■ **Problem**
Output exactly the lines from the one with "index pip: (811, 392)" to the close of the records below, first and last included.

■ **Records for the exercise**
————————
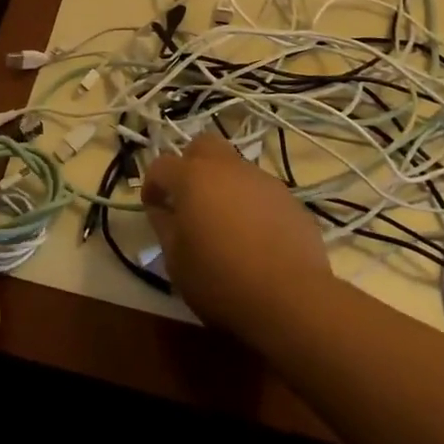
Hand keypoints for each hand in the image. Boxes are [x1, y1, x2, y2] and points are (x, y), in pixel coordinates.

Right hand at [142, 134, 329, 332]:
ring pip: (235, 166)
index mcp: (192, 177)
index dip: (152, 184)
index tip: (152, 207)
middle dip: (190, 164)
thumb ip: (164, 226)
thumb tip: (162, 209)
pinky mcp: (289, 198)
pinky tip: (254, 235)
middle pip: (202, 146)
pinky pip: (260, 191)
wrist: (291, 298)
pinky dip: (250, 203)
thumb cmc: (221, 280)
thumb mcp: (176, 261)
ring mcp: (262, 179)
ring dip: (223, 184)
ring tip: (224, 221)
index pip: (161, 165)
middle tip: (188, 197)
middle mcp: (227, 167)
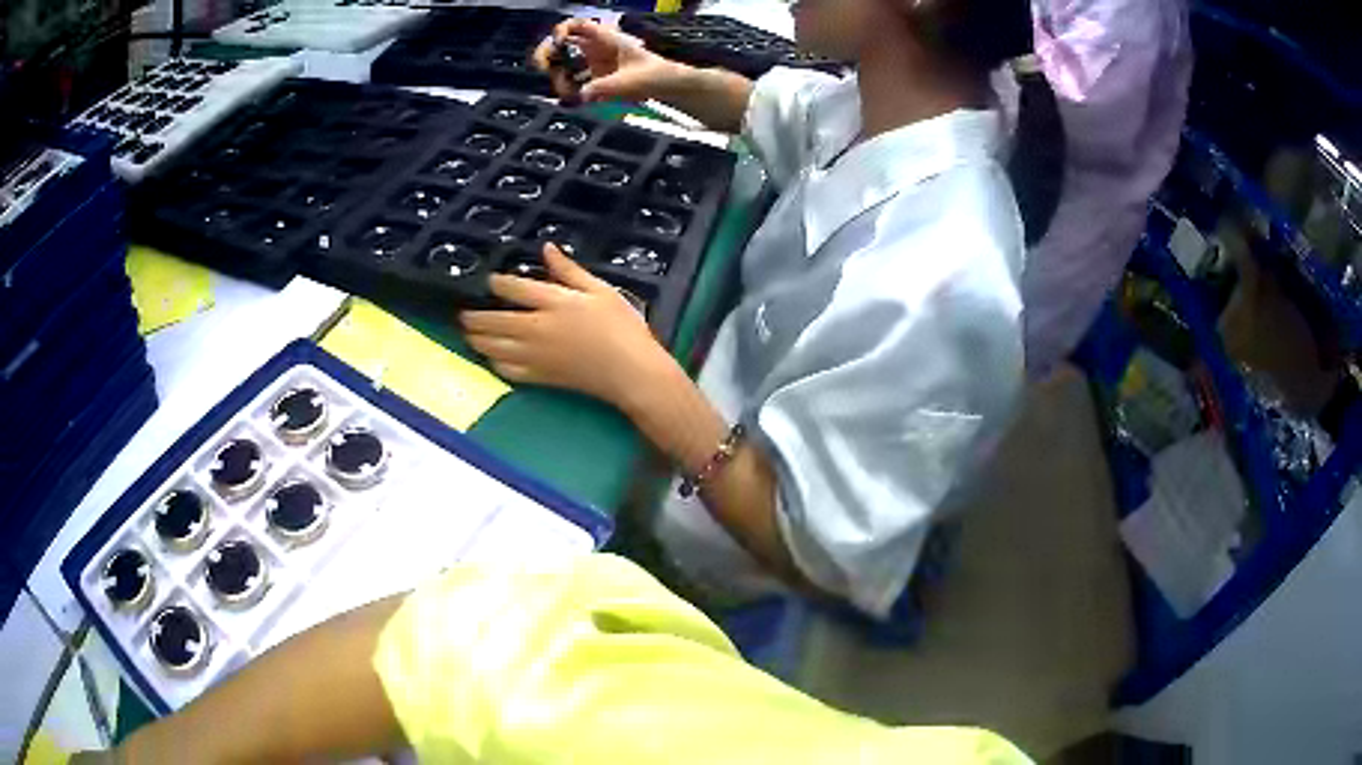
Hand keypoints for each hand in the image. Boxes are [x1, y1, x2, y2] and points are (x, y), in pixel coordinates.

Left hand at [461, 244, 667, 407]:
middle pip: (494, 321)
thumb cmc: (622, 327)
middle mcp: (537, 329)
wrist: (631, 372)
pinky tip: (490, 356)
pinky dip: (493, 362)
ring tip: (468, 333)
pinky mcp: (540, 377)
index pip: (513, 289)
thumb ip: (570, 270)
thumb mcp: (601, 291)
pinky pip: (506, 370)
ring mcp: (535, 356)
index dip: (496, 283)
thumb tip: (547, 249)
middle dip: (473, 316)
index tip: (488, 280)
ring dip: (476, 339)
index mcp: (554, 303)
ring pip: (493, 347)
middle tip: (461, 312)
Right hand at [532, 18, 684, 103]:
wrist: (669, 87)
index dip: (561, 31)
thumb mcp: (629, 81)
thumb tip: (582, 95)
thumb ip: (604, 87)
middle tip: (547, 69)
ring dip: (560, 77)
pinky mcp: (596, 79)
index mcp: (607, 39)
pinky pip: (574, 81)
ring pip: (565, 64)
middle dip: (550, 56)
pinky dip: (569, 89)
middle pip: (563, 45)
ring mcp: (595, 63)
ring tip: (565, 92)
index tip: (556, 45)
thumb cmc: (655, 76)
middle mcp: (597, 48)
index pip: (577, 25)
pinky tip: (572, 97)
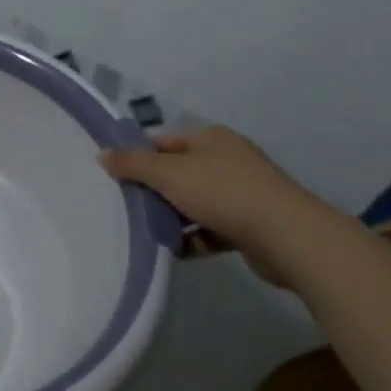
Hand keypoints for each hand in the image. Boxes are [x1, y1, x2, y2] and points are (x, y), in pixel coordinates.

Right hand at [100, 126, 329, 279]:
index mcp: (211, 139)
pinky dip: (194, 238)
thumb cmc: (222, 193)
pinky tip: (176, 251)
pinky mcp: (252, 225)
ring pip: (194, 202)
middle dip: (154, 191)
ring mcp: (243, 193)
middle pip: (178, 172)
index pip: (163, 142)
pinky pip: (212, 229)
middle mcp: (228, 160)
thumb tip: (102, 155)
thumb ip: (132, 163)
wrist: (288, 237)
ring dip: (173, 217)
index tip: (115, 176)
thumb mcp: (167, 173)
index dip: (138, 156)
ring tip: (148, 232)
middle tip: (127, 206)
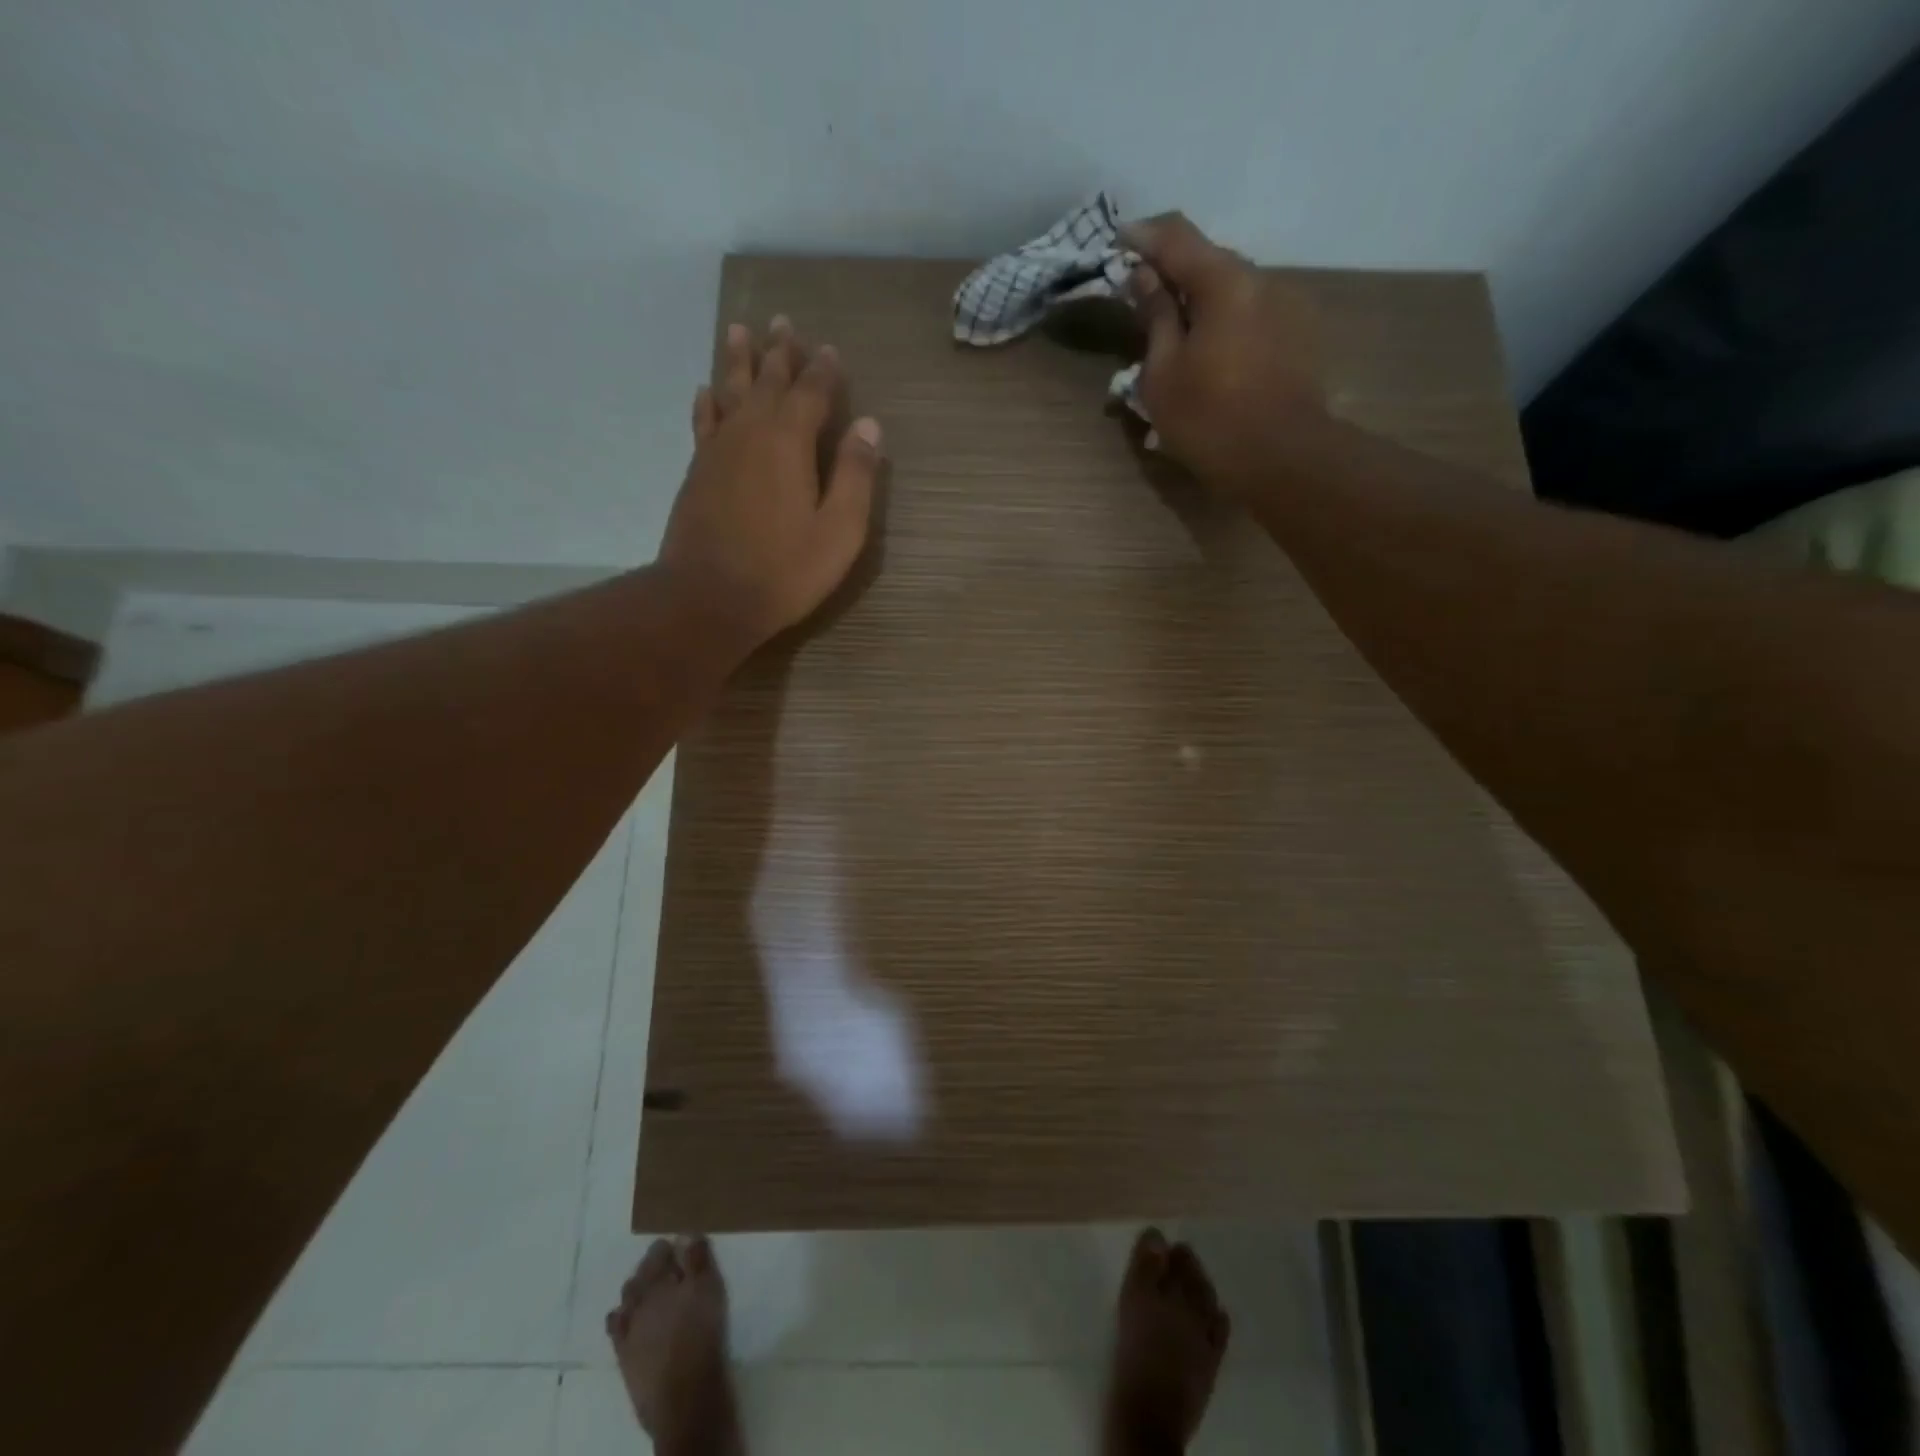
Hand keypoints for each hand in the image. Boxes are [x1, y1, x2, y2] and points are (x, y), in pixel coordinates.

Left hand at [659, 315, 881, 646]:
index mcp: (790, 442)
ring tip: (740, 330)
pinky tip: (706, 390)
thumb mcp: (839, 530)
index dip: (823, 370)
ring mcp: (718, 449)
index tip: (831, 349)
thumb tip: (869, 426)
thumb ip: (855, 476)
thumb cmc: (785, 569)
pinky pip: (704, 420)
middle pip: (767, 380)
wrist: (709, 597)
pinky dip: (708, 401)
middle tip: (784, 322)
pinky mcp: (698, 470)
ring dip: (739, 361)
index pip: (811, 392)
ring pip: (730, 391)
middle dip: (779, 351)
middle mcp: (751, 432)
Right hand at [1123, 214, 1327, 497]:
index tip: (1116, 242)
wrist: (1284, 460)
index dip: (1141, 235)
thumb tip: (1144, 276)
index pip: (1176, 235)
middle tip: (1141, 303)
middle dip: (1172, 276)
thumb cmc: (1211, 419)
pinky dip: (1224, 325)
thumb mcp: (1163, 373)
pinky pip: (1251, 316)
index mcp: (1224, 281)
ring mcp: (1287, 307)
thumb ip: (1155, 317)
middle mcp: (1262, 280)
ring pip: (1232, 292)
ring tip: (1176, 340)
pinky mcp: (1299, 336)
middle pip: (1208, 262)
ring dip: (1201, 304)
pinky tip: (1211, 359)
————————
■ **Task solution**
index pip: (811, 392)
ring pip: (730, 391)
middle dip: (779, 351)
middle mcp: (751, 432)
Right hand at [1123, 214, 1327, 497]:
index tip: (1116, 242)
wrist: (1284, 460)
index dip: (1141, 235)
thumb tip: (1144, 276)
index pip: (1176, 235)
middle tip: (1141, 303)
middle dip: (1172, 276)
thumb cmc: (1211, 419)
pinky dip: (1224, 325)
thumb mcp: (1163, 373)
pinky pip: (1251, 316)
index mcp: (1224, 281)
ring mcp: (1287, 307)
thumb ip: (1155, 317)
middle mcp: (1262, 280)
ring pip: (1232, 292)
ring tip: (1176, 340)
pinky mcp: (1299, 336)
middle pip: (1208, 262)
ring dip: (1201, 304)
pinky tip: (1211, 359)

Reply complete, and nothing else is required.